**What is required:** Within the lines below, find those that hold the string "hand" and copy each one.

━━━━━━

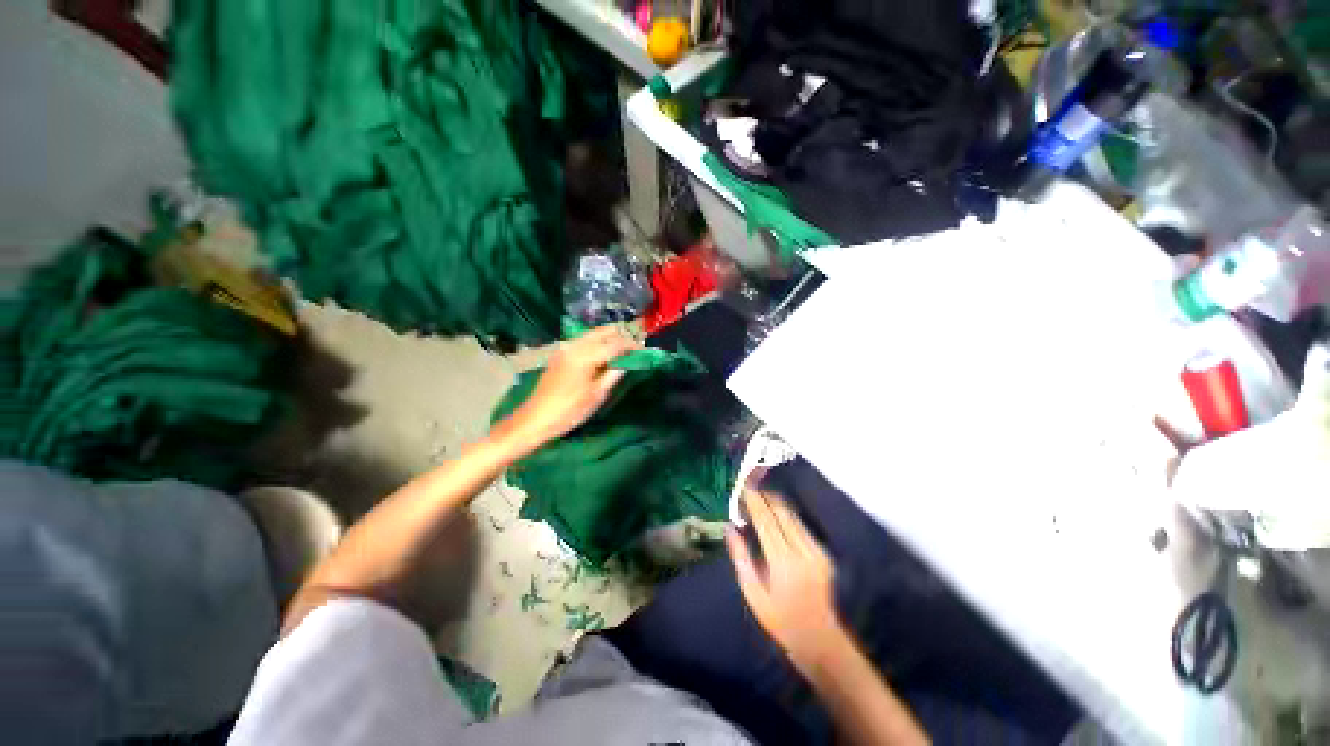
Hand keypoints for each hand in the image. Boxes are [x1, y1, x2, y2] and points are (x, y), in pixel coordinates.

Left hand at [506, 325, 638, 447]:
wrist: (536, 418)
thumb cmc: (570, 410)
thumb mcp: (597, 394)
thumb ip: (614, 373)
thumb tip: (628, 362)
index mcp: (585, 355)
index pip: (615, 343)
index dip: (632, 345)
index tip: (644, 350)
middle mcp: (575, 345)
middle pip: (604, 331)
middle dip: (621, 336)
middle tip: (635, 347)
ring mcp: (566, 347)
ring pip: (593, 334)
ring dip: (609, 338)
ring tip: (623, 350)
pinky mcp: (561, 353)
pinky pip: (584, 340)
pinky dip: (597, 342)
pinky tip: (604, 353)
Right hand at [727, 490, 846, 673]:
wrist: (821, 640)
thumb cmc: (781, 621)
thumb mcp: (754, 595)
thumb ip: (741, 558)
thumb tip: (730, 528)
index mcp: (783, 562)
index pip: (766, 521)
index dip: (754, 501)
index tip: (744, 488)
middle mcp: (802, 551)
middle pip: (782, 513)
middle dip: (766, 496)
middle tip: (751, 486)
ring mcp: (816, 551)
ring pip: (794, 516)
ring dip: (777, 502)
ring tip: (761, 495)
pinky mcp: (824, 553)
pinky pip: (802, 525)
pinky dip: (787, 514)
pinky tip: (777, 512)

━━━━━━

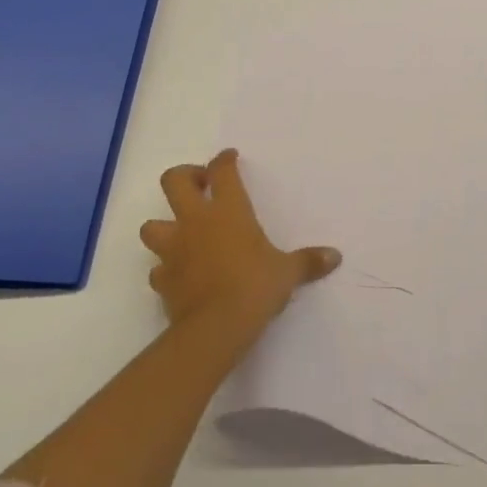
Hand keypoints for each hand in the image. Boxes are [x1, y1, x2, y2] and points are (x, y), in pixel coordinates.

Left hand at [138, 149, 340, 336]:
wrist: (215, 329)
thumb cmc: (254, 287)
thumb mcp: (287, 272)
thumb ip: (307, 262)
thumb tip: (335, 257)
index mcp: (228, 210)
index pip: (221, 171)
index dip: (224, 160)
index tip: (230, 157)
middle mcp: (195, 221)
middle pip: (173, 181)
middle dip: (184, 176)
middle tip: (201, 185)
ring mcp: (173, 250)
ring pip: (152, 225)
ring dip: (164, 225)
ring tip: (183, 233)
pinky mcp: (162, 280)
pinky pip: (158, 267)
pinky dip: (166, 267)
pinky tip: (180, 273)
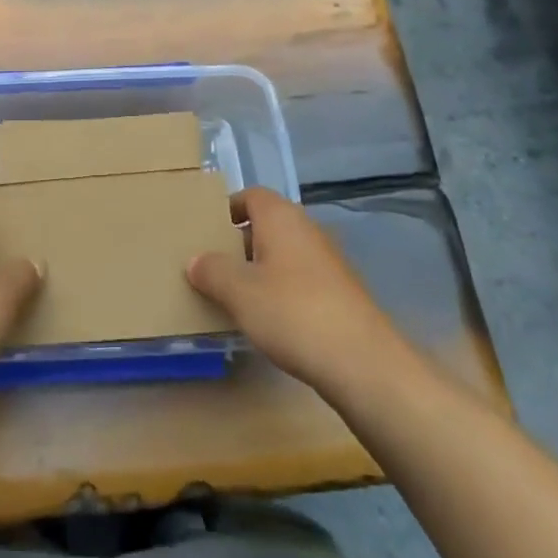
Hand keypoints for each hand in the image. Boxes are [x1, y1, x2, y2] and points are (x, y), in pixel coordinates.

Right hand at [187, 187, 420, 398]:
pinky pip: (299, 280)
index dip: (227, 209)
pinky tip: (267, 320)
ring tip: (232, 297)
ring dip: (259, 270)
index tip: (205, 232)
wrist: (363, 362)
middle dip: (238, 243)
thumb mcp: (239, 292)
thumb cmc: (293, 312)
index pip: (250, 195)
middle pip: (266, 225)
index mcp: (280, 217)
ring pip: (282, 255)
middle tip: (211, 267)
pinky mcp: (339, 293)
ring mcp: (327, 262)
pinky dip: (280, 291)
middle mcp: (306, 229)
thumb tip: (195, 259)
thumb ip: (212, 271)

━━━━━━

**Response to this exercise:**
Hand keypoints for each hand in the image. Boxes are [x1, y1, x2, y2] and points are (x, y), in pixel coordinates.
Left hand at [506, 325, 638, 447]:
Right hand at [727, 490, 846, 673]:
Hand keypoints for each hand in the image. Boxes are [x1, y1, x2, y2] and points are (x, y), in pixel coordinates.
Left hand at [138, 149, 340, 336]:
Hand keypoints for each hand in the image. Boxes are [x1, y1, x2, y2] and points are (x, y), in pixel coordinates.
Right hand at [187, 187, 420, 398]:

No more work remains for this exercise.